In my current team we have decided to split up the work in a number of workstreams, which are in effect subteams responsible for different aspects of the product. One workstream might be responsible for product instrumentation, another for improving the recommendation algorithms, another responsible for the application’s look and feel. Each workstream has its own backlog and its own set of quarterly commitments, which map nicely to quarterly OKRs.
Workstreams aren’t necessarily disjoint: the same person might contribute to more than one work stream. Indeed for specialists (UX researchers, UI specialists, data science), that is almost the norm. As an aspiring data scientist myself, I contribute to several workstreams; I may entirely own a key result assigned to a workstream, or provide input (e.g. statistical advice, experiment sizing, etc) to another.

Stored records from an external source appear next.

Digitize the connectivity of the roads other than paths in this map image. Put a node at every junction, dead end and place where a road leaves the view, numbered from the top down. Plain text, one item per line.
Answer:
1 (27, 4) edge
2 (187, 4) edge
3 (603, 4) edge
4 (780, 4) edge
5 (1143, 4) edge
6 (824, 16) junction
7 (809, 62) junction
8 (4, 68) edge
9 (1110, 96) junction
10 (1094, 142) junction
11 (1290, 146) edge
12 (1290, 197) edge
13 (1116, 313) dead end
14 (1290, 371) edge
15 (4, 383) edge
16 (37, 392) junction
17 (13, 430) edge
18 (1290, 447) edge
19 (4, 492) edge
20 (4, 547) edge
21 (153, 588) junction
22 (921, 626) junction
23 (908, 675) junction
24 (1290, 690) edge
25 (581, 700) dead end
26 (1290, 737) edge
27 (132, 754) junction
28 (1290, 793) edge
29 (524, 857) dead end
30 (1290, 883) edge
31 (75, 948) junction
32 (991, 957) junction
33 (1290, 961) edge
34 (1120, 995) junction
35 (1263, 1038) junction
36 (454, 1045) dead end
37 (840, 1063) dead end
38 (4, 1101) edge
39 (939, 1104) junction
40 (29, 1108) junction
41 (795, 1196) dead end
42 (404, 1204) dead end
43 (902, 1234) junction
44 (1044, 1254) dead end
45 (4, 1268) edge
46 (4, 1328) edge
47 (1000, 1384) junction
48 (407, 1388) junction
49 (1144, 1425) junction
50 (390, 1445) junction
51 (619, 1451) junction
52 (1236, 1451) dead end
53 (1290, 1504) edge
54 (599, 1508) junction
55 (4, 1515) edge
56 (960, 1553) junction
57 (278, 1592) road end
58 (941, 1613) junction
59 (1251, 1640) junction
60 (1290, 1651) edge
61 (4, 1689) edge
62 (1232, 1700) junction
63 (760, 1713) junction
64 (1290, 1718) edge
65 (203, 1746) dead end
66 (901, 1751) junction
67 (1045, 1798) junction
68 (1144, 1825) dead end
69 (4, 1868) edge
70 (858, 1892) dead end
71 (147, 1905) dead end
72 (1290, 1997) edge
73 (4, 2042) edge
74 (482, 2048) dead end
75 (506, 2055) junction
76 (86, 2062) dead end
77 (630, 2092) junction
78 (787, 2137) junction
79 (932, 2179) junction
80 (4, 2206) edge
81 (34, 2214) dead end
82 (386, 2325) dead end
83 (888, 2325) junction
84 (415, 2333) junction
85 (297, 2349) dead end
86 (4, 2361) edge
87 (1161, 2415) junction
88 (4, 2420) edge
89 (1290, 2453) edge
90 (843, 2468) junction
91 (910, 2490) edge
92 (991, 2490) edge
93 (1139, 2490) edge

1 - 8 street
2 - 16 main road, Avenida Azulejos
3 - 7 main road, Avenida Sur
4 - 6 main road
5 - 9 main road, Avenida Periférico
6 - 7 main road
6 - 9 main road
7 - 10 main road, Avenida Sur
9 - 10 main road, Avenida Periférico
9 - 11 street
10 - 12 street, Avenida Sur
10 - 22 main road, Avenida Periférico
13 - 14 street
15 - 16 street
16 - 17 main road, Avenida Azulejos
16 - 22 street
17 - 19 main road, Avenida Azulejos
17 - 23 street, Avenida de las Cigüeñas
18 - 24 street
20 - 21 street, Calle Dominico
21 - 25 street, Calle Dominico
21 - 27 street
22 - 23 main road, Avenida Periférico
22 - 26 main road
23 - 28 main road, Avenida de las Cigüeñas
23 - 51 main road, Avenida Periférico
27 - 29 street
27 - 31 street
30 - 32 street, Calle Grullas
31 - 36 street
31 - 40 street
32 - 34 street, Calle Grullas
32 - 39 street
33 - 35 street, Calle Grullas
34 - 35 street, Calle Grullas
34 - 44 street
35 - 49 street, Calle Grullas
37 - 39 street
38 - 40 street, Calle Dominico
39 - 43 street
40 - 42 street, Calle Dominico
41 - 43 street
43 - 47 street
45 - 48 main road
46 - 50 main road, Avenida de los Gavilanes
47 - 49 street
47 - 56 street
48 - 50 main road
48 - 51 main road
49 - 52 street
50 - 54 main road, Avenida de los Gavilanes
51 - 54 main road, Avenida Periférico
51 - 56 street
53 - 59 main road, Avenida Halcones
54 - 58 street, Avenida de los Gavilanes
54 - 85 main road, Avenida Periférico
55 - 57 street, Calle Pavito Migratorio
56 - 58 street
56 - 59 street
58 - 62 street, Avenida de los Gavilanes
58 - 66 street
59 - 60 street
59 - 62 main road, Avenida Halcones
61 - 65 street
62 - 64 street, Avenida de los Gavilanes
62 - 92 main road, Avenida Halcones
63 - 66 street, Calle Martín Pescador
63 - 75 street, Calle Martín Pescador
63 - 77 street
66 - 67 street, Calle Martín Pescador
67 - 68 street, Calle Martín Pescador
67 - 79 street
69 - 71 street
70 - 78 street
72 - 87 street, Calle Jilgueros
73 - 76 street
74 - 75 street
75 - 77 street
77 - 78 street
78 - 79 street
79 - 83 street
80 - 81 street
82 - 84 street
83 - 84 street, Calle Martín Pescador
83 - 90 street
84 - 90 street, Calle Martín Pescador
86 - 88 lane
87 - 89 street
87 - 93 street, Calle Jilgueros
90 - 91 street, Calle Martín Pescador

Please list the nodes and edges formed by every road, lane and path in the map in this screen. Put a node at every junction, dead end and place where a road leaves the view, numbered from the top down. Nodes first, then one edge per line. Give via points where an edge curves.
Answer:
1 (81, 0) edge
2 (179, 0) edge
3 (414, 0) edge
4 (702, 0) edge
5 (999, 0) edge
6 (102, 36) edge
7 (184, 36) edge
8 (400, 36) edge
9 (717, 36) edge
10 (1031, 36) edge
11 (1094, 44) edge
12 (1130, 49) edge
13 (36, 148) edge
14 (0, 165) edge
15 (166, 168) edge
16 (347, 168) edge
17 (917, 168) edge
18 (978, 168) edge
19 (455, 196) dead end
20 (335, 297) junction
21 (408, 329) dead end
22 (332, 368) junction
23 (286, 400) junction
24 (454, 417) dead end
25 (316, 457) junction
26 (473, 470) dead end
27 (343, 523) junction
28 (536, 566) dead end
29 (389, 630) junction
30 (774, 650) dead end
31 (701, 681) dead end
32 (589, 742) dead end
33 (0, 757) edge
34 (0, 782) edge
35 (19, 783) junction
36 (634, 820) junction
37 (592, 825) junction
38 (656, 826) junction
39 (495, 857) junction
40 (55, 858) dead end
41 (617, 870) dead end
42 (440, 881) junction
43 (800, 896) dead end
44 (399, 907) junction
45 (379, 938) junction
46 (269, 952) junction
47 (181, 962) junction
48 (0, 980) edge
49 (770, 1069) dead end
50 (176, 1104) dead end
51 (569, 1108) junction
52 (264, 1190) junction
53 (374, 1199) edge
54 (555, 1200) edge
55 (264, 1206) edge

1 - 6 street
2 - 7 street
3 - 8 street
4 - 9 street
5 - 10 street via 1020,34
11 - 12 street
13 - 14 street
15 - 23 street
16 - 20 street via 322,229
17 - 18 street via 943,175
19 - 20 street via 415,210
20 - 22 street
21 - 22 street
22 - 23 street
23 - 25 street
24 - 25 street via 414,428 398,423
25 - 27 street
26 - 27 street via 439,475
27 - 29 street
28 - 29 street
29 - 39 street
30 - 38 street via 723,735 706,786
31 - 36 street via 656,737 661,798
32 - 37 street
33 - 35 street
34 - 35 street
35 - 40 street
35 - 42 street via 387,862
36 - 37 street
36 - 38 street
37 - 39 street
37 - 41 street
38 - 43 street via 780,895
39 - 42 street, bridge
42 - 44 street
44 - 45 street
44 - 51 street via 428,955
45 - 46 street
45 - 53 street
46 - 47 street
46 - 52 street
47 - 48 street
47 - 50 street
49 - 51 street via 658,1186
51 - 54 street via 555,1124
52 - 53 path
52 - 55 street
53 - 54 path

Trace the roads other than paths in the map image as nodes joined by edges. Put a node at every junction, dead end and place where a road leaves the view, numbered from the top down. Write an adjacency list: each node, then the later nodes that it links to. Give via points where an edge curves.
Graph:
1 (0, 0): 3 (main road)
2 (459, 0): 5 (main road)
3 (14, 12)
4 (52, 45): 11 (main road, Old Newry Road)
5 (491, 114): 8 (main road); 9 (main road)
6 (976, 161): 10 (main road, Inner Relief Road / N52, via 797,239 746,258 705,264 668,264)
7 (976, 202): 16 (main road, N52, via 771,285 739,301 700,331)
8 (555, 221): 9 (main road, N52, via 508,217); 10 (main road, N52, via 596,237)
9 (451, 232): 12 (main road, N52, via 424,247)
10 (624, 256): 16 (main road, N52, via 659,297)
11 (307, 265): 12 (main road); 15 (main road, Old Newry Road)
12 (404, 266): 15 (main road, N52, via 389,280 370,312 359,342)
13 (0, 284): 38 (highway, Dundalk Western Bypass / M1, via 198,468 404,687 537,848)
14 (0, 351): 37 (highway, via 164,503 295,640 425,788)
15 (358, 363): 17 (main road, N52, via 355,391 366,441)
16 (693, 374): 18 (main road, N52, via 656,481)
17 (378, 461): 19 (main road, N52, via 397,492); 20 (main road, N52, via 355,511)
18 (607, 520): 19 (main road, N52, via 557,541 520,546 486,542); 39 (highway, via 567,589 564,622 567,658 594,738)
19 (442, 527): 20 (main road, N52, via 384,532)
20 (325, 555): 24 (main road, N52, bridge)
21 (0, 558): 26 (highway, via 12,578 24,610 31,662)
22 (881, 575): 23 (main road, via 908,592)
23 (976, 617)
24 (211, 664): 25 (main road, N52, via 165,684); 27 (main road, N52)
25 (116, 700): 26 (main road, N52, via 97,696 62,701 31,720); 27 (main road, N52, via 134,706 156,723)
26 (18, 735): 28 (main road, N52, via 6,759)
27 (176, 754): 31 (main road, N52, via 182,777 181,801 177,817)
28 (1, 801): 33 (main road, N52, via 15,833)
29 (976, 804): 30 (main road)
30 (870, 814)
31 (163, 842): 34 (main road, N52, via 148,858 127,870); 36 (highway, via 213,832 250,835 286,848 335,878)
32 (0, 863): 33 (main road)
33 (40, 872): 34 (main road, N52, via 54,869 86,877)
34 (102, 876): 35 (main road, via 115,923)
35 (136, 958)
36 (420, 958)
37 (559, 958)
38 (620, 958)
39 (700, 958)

We don’t do daily standups, not even among the software engineers. Instead we meet twice weekly for 30 minutes and review the current plans, update the board, and make sure no one is blocked.
We’ve adopted this process early this year. The response from the team has been generally positive. Compared to a more traditional front-end vs back-end division of labour, the team has cited the following benefits:
- tighter team cohesion
- better understanding of what the others are working on
- more productive team meetings
- greater sense of accomplishments
The main drawback with this system affects those of us in a more specialized role, such as UI, UX, or Data Science, who contribute to more than one workstream. We find ourselves compelled to attend the semi-weekly meetings of all the workstreams we are involved with, and never know which ones we can safely skip. On top of this I also have a weekly Data Science sync with the product manager.
At a recent retrospective we have agreed to mitigate these issues by the following:
- notes should be taken at all meetings, and the note-taker should remember to tag any team member who might be absent but who might need to know something important;
- we will shorten the sync meetings to 15 minutes, and defragment them so that two workstreams could have their syncs done in the same half-hour (and sometimes the same room).
I can’t say that this is the final perfect solution to embed a data scientist in a product team but at least we have an adaptive process in place: a system to regularly iterate on our processes and give the team permission to adapt their working agreements.